Nitrates et cancer de la thyroïde

Ward, M.H., Kilfoy, B.A., Weyer, P.J., Anderson, K.E., Folsom, A.R. and Cerhan, J.R. (2010) Nitrate intake and the risk of thyroid cancer and thyroid disease. Epidemiology 21, 389-395.

(voir l'abstract ici)

La rubrique du 12 janvier 2010 rappelait que l’ion nitrate NO3- inhibe de manière compétitive l’action de la protéine qui assure le transport couplé des ions sodium et iodure dans la glande thyroïde: le «symporteur sodium-iodure» ou NIS (sodium/iodine symporter); avec Pearce et Braverman (2009), elle faisait néanmoins observer que, constatée à des doses pharmacologiques, cette inhibition restait encore à vérifier aux niveaux d’exposition physiologiques.

Depuis 1980, l’incidence du cancer de la thyroïde a tendance à augmenter aux Etats-Unis. Beaucoup pensent qu’une telle augmentation de fréquence n’est que la simple traduction d’une meilleure détection diagnostique. D’autres, comme les auteurs de l’article ici présenté, n’excluent pas l’intervention de facteurs environnementaux.

Pour vérification, ils présentent une étude épidémiologique effectuée chez un nombre important de femmes américaines. Par un questionnaire voisin de celui d’une rubrique précédente (21 avril 2010), et envoyé par voie postale en 1986, ils évaluent les apports alimentaires en nitrates de 41 836 femmes. Trois ans plus tard, en 1989, à l’aide d’un questionnaire complémentaire, ils évaluent les apports en nitrates provenant de l’eau de boisson chez 21 977 (soit 53 %) d’entre elles.

Entre 1986 et 2004, 40 femmes appartenant à cette population développent un cancer de la thyroïde. De même, pendant ce laps de temps, 3151 et 1009 cas d’hypothyroïdisme et d’hyperthyroïdisme sont, respectivement, répertoriés.

La confrontation des données permet quelques constatations:

- Par comparaison avec des teneurs inférieures, le risque de cancer thyroïdien est augmenté lorsque le taux de nitrates dans l’eau d’adduction publique est supérieur à 10,9 mg NO3- l-1 (P = 0.02), ou lorsque la teneur en nitrates de l’eau d’adduction publique dépasse 22,15 mg NO3- l-1 pendant plus de cinq ans (P = 0.040).

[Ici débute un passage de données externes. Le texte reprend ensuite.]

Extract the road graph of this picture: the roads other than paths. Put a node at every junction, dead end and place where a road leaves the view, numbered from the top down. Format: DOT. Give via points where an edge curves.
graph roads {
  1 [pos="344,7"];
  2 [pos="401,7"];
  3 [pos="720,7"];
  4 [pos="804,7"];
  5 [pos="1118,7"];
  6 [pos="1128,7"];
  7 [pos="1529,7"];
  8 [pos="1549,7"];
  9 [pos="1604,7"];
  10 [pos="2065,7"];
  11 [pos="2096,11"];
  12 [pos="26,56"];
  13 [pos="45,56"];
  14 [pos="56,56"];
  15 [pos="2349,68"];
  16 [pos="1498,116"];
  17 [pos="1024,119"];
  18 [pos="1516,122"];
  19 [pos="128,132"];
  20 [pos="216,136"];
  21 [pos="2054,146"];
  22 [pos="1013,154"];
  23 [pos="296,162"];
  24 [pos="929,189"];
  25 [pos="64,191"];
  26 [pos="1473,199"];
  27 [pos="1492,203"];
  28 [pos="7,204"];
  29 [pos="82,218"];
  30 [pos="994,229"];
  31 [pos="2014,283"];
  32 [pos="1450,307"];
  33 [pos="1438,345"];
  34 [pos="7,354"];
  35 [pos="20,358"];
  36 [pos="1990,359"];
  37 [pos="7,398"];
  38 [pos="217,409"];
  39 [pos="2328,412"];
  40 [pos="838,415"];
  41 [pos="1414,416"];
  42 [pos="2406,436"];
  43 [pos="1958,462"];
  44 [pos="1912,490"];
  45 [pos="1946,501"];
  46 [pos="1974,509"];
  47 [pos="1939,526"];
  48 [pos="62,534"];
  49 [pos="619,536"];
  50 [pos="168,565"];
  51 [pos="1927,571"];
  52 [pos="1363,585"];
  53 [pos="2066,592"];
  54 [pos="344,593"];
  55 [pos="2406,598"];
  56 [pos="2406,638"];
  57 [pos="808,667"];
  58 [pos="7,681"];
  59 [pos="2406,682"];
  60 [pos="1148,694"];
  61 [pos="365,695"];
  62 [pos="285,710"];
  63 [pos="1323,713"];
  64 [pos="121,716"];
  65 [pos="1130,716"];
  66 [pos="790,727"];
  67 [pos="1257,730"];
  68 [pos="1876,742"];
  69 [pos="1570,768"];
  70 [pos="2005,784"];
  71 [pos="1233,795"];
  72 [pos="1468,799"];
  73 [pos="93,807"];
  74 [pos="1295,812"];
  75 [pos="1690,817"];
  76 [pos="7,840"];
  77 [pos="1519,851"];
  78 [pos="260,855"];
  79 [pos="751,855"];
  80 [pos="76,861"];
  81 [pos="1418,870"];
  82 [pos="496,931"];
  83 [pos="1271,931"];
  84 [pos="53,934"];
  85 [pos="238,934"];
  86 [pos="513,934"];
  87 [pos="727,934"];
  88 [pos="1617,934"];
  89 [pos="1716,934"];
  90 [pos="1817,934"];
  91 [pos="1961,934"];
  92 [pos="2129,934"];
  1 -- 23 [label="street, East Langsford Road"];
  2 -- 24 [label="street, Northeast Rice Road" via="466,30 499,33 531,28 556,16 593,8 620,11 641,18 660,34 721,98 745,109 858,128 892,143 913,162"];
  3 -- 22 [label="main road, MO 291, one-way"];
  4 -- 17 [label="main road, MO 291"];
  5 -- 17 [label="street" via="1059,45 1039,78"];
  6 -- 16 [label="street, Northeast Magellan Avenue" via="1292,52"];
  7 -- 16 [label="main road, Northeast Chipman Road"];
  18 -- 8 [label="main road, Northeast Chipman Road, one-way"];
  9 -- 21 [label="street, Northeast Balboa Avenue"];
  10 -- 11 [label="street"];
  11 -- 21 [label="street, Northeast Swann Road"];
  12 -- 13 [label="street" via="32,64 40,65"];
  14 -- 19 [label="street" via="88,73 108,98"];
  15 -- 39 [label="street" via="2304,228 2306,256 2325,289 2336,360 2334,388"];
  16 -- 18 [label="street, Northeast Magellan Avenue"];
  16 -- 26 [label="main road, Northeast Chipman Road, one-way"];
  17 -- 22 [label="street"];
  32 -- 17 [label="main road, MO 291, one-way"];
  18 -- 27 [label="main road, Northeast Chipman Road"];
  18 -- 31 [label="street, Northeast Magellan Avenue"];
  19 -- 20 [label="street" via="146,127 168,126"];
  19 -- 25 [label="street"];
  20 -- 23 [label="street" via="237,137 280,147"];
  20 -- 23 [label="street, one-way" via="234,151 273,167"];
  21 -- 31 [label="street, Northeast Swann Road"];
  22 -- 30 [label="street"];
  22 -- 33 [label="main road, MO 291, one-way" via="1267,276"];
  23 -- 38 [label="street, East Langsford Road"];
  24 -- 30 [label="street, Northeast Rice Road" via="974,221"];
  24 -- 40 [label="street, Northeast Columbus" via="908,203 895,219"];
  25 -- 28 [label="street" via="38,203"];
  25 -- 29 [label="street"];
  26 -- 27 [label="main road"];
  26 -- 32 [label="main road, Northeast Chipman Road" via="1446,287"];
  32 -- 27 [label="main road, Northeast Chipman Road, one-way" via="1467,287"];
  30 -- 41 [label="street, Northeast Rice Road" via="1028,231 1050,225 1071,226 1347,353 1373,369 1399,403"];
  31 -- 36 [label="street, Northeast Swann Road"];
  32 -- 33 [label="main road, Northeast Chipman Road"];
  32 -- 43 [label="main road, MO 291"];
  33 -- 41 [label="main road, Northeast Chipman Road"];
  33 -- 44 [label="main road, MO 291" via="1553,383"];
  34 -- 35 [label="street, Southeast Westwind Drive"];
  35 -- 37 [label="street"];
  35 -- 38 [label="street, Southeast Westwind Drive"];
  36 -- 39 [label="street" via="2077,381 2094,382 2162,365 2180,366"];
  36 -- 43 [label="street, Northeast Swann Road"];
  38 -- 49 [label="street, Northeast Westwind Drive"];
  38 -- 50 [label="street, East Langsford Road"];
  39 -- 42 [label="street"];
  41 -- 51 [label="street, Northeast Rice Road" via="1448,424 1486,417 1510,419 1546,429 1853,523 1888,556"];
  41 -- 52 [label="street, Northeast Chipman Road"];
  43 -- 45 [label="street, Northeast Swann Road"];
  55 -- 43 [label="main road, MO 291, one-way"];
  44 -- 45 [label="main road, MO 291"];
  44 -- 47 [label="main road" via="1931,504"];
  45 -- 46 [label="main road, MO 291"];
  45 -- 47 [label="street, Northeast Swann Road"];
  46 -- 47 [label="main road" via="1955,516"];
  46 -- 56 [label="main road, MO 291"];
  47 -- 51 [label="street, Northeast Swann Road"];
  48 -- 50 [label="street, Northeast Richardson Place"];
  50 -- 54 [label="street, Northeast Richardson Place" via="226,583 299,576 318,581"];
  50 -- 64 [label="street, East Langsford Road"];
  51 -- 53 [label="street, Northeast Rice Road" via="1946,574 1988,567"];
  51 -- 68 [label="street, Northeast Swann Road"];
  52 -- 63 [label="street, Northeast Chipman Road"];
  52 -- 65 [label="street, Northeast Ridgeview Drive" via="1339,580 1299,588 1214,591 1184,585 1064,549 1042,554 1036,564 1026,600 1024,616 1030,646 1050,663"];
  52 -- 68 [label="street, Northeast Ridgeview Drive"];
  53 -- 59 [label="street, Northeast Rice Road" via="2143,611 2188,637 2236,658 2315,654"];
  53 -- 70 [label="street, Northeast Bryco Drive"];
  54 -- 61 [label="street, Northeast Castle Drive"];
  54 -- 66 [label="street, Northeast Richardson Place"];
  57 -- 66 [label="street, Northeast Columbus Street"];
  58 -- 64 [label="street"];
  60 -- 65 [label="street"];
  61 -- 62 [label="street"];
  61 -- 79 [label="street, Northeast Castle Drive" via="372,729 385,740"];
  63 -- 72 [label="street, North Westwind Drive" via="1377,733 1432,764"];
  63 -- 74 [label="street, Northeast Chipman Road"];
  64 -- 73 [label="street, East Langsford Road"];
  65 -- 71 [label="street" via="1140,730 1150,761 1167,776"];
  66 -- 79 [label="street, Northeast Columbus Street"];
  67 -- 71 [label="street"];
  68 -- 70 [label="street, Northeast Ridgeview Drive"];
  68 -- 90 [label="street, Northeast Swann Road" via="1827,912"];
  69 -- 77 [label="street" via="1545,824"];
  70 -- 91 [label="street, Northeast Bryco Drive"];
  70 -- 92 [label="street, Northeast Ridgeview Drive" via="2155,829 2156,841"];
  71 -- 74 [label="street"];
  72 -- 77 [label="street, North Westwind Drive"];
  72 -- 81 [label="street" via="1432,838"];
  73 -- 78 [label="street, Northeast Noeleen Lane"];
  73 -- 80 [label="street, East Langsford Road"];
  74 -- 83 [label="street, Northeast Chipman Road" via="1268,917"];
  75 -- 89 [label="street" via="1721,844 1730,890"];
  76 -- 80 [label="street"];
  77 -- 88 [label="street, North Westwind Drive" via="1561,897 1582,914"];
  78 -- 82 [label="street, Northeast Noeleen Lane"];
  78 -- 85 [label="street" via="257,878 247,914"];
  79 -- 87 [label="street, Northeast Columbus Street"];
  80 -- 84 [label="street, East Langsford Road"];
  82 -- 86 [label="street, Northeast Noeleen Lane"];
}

- Par comparaison avec des apports moindres, les risques de cancer thyroïdien et d’hypothyroïdisme sont augmentés (indépendamment l’un de l’autre) lorsque les apports alimentaires quotidiens en nitrates NO3- excèdent 182 mg (P respectifs = 0.046 et 0.001).

Conscients des limites de leur travail, les auteurs citent par exemple:

- le faible nombre (40) de cancers de la thyroïde inclus dans l’étude,

- des critères diagnostiques d’hyperthyroïdisme ou d’hypothyroïdisme assez rudimentaires [Our analysis of thyroid conditions was limited to self-reported medication use for these prevalent conditions].

- un calcul des apports en nitrates par les eaux de boisson prenant exclusivement en compte les eaux d’approvisionnement du lieu de résidence en 1989.

Selon eux, d’autres études sont souhaitables, avec un nombre plus important de cas de cancer thyroïdien, et avec des critères diagnostiques d’hyper- ou d’hypothyroïdie plus élaborés.

Commentaire du blog

Nous proposons trois remarques:

- Qu’elles procèdent par voie postale ou par téléphone (Cf. rubrique du 21 avril 2010), les investigations rétrospectives par questionnaire n’ont sans doute pas la fiabilité désirable.

- Dans l’enquête présentée par les auteurs, les teneurs en nitrates des eaux de boisson sont faibles ou modérées. Parmi les 28 patientes qui consomment une eau d’adduction publique et développent un cancer de la thyroïde, 15 d’entre elles (soit 54%) consomment, en fait, une eau d’adduction publique dont le taux de nitrates NO3- est inférieur à 10,9 mg NO3- l-1, se situant donc bien au-dessous de la concentration maximale réglementaire: 45 mg NO3- l-1 depuis 1962 aux Etats-Unis, 50 mg NO3- l-1 depuis 1980 en Europe.

- La faille principale de ce genre d’études est d’omettre de prendre en considération la synthèse endogène en nitrates, tout à la fois continue, importante et variable dans le temps en fonction des activités. Comme nous le savons, une nette augmentation de la synthèse endogène en nitrates accompagne les séjours en altitude et les activités physiques ou sportives. La synthèse endogène en nitrates vient s’ajouter en permanence aux apports exogènes (Cf. rubriques du 30 octobre, du 4 novembre, du 21 novembre,  du 4 décembre 2009 et du 21 avril 2010).